The two key benefits that I constantly hear lauded about entity systems are 1) the easy construction of new kinds of entities due to not having to tangle with complex inheritance hierarchies, and 2) cache efficiency.
Note that (1) is a benefit of component-based design, not just ES/ECS. You can use components in many ways that do not have the "systems" part and they work just fine (and plenty of both indie and AAA games use such architectures).
Systems need to be able to work with more than one component, ie both the rendering and physics system need to access the transform component.
Most ECS sort their component containers by Entity ID, meaning that the corresponding components in each group will be in the same order.
This means that if you're linearly iterating over graphics component you're also linearly iterating over the corresponding transform components. You might be skipping some of the transforms (since you may have physics trigger volumes that you don't render or such) but since you're always skipping forward in memory (and by not particularly huge distances, usually) you're still going to have efficiency gains.
This is similar to how you have the Structure Of Arrays (SOA) being the recommended approach for HPC. The CPU and cache can deal with multiple linear arrays almost as well as it can deal with a single linear array, and far better than it can deal with random memory access.
You can have components store pointers to other components, or pointers to entities that store pointers to components.
Somewhat unrelated, but... don't do that.

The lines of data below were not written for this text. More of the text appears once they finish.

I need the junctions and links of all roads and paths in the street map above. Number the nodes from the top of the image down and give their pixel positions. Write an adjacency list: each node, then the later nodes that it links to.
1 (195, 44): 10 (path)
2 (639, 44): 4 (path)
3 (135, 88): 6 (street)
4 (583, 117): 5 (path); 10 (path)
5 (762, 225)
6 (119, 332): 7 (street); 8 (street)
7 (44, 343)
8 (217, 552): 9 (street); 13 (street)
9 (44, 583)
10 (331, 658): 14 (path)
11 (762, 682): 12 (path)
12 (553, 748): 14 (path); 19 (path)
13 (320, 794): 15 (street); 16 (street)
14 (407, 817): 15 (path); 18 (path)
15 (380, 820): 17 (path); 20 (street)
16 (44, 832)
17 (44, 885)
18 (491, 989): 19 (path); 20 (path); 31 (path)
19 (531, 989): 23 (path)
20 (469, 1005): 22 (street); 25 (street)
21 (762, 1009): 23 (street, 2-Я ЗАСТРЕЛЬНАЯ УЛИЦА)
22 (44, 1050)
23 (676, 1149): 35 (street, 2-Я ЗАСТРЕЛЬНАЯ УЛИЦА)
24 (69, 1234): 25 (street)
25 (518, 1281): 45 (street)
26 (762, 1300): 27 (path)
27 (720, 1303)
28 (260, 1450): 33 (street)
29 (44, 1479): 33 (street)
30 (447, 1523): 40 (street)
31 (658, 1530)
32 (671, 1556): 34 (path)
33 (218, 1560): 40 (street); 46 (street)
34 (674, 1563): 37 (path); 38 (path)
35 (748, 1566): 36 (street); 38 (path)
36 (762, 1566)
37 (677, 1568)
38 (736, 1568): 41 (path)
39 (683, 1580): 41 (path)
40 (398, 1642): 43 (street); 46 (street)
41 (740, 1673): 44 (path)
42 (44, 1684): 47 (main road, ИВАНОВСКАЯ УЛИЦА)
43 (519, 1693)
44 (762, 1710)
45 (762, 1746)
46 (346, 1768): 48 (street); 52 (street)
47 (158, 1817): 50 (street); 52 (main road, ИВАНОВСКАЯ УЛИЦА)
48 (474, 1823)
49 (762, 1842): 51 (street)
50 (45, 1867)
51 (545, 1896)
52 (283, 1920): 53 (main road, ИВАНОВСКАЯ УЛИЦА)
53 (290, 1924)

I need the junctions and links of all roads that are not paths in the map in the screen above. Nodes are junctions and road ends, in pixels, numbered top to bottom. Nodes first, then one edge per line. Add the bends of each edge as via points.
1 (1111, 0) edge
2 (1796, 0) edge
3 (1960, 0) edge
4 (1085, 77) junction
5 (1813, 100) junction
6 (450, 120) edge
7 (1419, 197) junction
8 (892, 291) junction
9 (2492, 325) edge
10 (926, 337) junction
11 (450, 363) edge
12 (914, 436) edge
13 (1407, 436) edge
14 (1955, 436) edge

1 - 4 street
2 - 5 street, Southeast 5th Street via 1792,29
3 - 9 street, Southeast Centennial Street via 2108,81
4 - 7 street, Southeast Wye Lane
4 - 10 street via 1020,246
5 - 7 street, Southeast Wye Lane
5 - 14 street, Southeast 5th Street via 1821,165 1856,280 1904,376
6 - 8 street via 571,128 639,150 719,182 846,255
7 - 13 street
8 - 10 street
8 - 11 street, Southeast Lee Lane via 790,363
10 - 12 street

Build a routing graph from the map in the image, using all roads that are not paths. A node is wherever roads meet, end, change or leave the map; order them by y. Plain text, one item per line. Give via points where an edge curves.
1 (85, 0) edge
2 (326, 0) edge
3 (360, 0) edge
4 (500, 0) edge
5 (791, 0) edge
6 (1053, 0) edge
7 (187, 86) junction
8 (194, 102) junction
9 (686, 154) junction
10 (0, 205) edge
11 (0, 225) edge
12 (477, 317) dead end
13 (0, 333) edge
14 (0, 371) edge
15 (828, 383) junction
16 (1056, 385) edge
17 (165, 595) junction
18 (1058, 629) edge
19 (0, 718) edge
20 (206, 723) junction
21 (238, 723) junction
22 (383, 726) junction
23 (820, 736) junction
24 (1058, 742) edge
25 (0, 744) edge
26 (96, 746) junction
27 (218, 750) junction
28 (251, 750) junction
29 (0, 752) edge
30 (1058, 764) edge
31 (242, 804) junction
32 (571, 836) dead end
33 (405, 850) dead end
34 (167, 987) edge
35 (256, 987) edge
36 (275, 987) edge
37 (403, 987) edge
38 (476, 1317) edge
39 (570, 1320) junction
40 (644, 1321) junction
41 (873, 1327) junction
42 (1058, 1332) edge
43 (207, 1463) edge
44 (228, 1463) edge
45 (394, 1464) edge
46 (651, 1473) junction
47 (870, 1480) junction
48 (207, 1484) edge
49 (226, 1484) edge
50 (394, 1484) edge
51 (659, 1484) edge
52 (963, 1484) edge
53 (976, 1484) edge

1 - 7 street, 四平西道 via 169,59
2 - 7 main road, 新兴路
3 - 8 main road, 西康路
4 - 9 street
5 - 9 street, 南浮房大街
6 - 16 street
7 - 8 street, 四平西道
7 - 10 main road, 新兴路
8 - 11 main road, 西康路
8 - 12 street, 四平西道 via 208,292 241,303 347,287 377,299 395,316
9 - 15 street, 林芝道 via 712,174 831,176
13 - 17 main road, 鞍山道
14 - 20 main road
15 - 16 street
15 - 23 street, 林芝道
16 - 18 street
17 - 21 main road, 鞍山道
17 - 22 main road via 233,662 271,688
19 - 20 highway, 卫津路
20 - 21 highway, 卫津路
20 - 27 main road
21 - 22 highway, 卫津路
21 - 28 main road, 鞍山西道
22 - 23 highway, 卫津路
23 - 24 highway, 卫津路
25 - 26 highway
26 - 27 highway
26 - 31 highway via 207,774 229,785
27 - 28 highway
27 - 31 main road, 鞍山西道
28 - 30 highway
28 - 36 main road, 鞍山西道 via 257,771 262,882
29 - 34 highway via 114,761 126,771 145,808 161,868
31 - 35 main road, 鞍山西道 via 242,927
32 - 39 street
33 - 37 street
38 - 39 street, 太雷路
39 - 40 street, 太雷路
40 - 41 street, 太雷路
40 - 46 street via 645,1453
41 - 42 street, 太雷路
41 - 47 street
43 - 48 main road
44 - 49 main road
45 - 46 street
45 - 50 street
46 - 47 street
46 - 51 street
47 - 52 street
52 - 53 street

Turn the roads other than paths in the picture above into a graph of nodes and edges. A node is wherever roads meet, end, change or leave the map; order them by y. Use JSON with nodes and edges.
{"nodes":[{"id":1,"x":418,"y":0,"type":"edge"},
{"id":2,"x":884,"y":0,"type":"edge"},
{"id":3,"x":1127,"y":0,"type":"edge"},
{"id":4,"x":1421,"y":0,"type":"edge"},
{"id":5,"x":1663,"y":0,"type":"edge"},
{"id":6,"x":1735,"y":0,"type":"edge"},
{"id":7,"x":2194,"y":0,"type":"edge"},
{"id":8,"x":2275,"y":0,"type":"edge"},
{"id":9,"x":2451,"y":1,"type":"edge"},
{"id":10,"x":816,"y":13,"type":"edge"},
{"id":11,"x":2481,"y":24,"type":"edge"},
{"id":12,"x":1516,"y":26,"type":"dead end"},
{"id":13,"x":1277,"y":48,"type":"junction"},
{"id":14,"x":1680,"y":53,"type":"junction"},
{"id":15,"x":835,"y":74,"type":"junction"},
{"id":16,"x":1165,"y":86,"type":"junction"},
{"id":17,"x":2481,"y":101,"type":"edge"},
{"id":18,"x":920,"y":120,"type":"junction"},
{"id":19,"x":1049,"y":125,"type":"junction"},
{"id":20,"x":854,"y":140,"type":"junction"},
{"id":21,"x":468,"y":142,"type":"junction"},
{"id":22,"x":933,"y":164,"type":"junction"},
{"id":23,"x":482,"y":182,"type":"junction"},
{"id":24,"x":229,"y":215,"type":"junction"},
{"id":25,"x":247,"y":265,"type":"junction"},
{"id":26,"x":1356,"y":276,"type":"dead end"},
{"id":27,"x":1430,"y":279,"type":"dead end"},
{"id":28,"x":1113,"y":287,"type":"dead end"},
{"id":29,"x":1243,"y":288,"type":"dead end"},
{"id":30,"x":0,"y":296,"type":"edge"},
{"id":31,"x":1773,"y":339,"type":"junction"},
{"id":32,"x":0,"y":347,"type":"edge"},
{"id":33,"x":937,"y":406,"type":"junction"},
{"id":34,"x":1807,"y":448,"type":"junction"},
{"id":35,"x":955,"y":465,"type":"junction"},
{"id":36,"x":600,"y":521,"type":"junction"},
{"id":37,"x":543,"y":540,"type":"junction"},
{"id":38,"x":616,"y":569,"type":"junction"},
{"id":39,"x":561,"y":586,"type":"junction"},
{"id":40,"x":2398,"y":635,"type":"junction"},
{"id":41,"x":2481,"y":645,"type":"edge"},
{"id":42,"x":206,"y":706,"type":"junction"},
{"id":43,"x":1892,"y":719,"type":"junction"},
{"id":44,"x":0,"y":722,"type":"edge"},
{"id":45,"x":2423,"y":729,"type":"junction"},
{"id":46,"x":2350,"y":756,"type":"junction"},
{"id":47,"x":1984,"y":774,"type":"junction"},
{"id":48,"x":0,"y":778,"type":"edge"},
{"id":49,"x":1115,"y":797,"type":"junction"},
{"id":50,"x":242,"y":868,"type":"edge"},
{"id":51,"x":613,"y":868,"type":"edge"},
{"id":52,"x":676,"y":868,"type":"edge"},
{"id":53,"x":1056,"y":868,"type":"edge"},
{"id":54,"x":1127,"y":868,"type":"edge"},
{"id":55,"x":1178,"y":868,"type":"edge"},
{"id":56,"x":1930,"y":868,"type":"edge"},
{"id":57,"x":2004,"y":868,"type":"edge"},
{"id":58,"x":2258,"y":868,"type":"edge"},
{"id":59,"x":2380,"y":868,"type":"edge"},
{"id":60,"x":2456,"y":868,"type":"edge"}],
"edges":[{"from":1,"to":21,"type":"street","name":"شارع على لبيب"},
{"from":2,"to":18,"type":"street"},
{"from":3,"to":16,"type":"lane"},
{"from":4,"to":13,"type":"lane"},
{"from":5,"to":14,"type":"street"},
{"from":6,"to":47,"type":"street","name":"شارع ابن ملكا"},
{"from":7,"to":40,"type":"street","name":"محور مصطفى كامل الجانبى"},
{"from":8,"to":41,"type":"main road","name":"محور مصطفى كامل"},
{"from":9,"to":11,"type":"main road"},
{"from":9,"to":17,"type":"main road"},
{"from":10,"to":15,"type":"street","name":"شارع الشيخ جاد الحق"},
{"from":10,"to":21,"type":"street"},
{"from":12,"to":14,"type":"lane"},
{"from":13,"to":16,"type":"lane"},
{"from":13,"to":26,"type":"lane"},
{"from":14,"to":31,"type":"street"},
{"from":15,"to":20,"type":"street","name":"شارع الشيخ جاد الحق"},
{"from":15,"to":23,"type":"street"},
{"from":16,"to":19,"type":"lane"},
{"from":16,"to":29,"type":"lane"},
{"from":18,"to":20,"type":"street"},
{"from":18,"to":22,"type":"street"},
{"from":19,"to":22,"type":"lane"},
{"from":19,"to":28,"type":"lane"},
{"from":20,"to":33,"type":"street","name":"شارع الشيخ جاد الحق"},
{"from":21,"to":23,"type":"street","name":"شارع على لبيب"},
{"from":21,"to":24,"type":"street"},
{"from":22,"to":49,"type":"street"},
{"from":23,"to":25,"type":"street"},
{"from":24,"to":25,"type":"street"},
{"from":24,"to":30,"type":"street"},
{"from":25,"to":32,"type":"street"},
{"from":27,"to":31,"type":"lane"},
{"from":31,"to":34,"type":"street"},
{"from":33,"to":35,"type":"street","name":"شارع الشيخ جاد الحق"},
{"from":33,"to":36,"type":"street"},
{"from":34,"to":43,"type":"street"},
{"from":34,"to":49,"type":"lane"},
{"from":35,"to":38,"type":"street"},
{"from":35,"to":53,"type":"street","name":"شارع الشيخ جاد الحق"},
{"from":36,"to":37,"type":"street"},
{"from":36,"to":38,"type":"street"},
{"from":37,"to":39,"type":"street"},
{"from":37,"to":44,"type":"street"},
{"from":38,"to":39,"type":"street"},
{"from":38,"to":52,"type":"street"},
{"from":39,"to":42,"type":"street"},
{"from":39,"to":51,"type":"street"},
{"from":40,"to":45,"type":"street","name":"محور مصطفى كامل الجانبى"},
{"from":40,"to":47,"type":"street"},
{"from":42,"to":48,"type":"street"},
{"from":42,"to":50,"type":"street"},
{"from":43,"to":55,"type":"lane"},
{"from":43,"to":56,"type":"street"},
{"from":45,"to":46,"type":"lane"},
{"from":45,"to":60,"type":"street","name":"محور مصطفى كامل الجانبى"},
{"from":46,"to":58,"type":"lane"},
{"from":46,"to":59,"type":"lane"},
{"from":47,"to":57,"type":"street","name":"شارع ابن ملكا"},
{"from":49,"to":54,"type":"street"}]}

Use handles, not pointers.
You can ensure that every component array is 'n' large, where 'n' is the number of entities alive in the system
Since you use handles and not pointers, you can resize the arrays without fear of breaking object references.
You can also use a "chunked array" approach (an array of arrays) similar to many common std::deque
implementation (though without the pitifully-small chunk size of said implementations) if you want to allow pointers for some reason or if you have measured problems with array resize performance.
Secondly, this is all assuming that entities are processed linearly in a list every frame/tick, but in reality this is not often the case
It depends on the entity. Yes, for many use cases, it's not true. Indeed, this is why I so strongly stress the difference between component-based design (good) and entity-system (a specific form of CBD).
Some of your components will certainly be easy to process linearly. Even in normally "tree heavy" use cases we have definitely seen performance increases from using tightly packed arrays (mostly in cases involving an N of a few hundred at most, like AI agents in a typical game).
Say you use a sector/portal renderer or an octree to perform occlusion culling. You might be able to store entities contiguously within a sector/node, but you're going to be jumping around whether you like it or not.
You'd be surprised how much the array still helps. You're jumping around in a much smaller region of memory than "anywhere" and even with all the jumping you're still much more likely to end up in something in cache. With a tree of a certain size or less, you might even be able to prefetch the whole thing into cache and not ever have a cache miss on that tree.
There are also tree structures that are built to live in tightly packed arrays. For instance, with your octree, you can use a heap-like structure (parents before children, siblings next to each other) and ensure that even when you "drill down" the tree you're always iterating forward in the array, which helps the CPU optimize the memory accesses / cache lookups.
Which is an importnat point to make. An x86 CPU is a complex beast. The CPU is running an optimizer at runtime on your machine code, breaking it into smaller microcode and reordering instructions, predicting memory access patterns, etc. Data access patterns matter more than may be readily apparent if all you have is a high-level understanding of how the CPU or cache work.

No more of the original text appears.